The grounds of appeal advanced on behalf of the appellants
[13]      Both appellants had grounds of appeal directed to insufficiency of evidence.  As advanced before us in oral submission, the argument was that the sheriff erred in law in repelling a submission, made in terms of section 97 of the Criminal Procedure (Scotland) Act 1995 at the conclusion of the Crown case, to the effect that there was insufficient evidence in respect of each appellant to corroborate the identification of the assailants involved in the attack on the complainers as the appellants. 


[14]      Of consent,  the solicitor advocate for the second appellant made the first submission.  He accepted that the appellants were identified from the CCTV by police witnesses at an area near to the locus of the assaults.  He submitted however that there was no identification of the appellants within the flat and no direct identification by the complainers of either of the appellants as being involved in the assaults.  According to the evidence of the complainers, the assault was said to have occurred between 9 and 11 pm or thereabouts.  The CCTV images were captured at 22.22 hours on 8 August 2012.  The height of the Crown evidence was that two males, identified by police evidence as the appellants were outside the block of flats, perhaps acting suspiciously at about 22.22.  The solicitor advocate accepted that William Galloway confirmed that both males in the CCTV fitted the description he gave to the police, which he adopted as the truth in evidence, but this was a vague general description which fell far short of identification of the appellants as the perpetrators of the crimes charged.  He submitted that the evidence from Paul Mulgrew was even weaker and no link with the CCTV evidence was spoken to by him.  Such evidence was insufficient to provide the necessary evidential link that the attack on the complainers was by the appellants.


[15]      The solicitor advocate for the first appellant adopted the submissions made on behalf of the second appellant.

 


Discussion
[16]      These appeals raise a short and narrow point.  We are required to assess the sufficiency of the evidence of identification.  The law was not in dispute.


[17]      We accept that some discrepancies can be identified in the police evidence and that criticisms can be made of it.  But there was plainly a substantial basis in the police evidence identifying the appellants as the two males shown together in the CCTV at 22.22 on 8 August.  The evidence about the CCTV disclosed the actings of the males outside the block of flats and there was evidence that their attention was directed upwards to the upper flats. 

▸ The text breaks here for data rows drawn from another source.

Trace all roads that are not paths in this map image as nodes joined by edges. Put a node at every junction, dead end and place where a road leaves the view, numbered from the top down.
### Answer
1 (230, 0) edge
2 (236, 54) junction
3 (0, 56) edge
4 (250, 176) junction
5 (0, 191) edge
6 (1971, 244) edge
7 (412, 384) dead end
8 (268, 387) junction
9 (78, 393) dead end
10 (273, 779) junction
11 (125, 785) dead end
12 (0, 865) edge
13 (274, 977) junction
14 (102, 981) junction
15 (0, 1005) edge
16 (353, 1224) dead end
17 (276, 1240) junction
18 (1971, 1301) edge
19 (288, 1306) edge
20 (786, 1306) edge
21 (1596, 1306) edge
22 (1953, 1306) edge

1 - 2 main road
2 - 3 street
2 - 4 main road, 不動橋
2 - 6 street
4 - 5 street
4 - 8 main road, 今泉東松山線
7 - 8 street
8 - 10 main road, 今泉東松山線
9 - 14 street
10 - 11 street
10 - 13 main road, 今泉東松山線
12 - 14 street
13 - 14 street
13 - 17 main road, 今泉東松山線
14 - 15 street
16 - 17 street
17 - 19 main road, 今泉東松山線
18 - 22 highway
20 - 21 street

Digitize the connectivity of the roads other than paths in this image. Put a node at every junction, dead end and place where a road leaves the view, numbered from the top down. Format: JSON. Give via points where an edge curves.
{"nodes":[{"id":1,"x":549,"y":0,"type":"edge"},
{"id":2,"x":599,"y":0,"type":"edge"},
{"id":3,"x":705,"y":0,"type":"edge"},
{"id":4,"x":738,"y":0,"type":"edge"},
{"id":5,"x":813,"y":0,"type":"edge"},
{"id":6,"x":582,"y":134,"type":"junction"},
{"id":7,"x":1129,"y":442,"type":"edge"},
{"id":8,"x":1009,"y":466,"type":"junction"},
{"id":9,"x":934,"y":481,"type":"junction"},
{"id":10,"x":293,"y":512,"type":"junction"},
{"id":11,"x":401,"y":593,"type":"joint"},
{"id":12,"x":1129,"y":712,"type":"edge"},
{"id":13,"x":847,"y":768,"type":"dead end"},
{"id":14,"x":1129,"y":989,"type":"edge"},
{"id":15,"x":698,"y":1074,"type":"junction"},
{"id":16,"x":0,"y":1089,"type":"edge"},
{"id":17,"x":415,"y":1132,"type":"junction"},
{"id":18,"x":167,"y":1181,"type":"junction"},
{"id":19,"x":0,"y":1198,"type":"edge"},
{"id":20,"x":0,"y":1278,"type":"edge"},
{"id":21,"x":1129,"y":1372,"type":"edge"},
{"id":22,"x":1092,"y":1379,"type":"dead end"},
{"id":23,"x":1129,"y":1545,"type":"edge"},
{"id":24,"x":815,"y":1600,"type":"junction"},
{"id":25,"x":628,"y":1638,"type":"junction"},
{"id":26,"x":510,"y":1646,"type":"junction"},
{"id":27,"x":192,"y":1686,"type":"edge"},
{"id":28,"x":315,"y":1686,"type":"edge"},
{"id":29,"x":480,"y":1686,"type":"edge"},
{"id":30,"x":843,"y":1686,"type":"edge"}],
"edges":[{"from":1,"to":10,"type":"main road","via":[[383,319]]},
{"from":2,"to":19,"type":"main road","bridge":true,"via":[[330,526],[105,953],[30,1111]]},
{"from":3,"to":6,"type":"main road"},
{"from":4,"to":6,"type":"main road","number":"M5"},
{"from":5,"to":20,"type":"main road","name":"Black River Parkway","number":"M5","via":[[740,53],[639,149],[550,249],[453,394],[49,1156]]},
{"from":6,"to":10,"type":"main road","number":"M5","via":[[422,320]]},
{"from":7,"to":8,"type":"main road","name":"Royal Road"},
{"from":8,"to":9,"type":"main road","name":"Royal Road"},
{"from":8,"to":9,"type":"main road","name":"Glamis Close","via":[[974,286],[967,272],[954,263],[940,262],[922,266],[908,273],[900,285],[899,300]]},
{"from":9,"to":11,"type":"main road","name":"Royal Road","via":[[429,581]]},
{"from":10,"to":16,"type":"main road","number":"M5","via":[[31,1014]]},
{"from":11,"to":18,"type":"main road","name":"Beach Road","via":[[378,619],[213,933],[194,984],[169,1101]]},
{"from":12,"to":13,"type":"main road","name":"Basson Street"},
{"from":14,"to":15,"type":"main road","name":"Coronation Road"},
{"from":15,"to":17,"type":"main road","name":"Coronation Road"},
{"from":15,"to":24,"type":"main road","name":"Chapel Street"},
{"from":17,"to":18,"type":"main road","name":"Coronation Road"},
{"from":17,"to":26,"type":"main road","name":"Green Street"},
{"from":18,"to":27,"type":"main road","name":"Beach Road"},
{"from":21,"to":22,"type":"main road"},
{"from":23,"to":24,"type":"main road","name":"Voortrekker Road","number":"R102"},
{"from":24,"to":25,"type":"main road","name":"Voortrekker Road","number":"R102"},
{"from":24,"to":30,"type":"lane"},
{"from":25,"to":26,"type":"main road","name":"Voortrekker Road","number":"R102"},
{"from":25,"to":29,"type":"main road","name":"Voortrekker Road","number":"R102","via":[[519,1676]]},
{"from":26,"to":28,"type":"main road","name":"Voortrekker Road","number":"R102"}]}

[18]      Further the evidence of the complainers that assaults took place on them by two males acting in concert was undisputed.  The complainers were able to give some description of the assailants by reference to the police statements which they adopted as the truth in their evidence.  They also gave evidence about what they saw on the CCTV footage.  We accept that there were gaps and some inconsistencies in the identification evidence by the complainers. 


[19]      In these appeals, there was undisputed evidence that the assaults on the complainers by two young males acting together took place shortly before 11.15 when the police attended.  Descriptions of the clothes, age, height, hair colour and build of the two males were given by the two complainers.  It was undisputed that the appellants were identified by various police witnesses as the two males on the CCTV at 22.20 hours and evidence was available about their descriptions and actings at that time.  In our opinion when that evidence is taken together, at its highest, there is an ample sufficiency to allow inferences to be made that the same two males identified on the CCTV as the appellants were the attackers of the complainers.  We have no difficulty therefor in concluding that the sheriff did not err in law in repelling the section 97 submission of no case to answer at the end of the Crown case and allowing the case to be considered by the jury.  The criticisms of the identification evidence which were made on behalf of the appellants, in our opinion, may be relevant to the weight and quality of the evidence but that was a matter for the jury to consider.

[20]      For these reasons, the appeals are refused.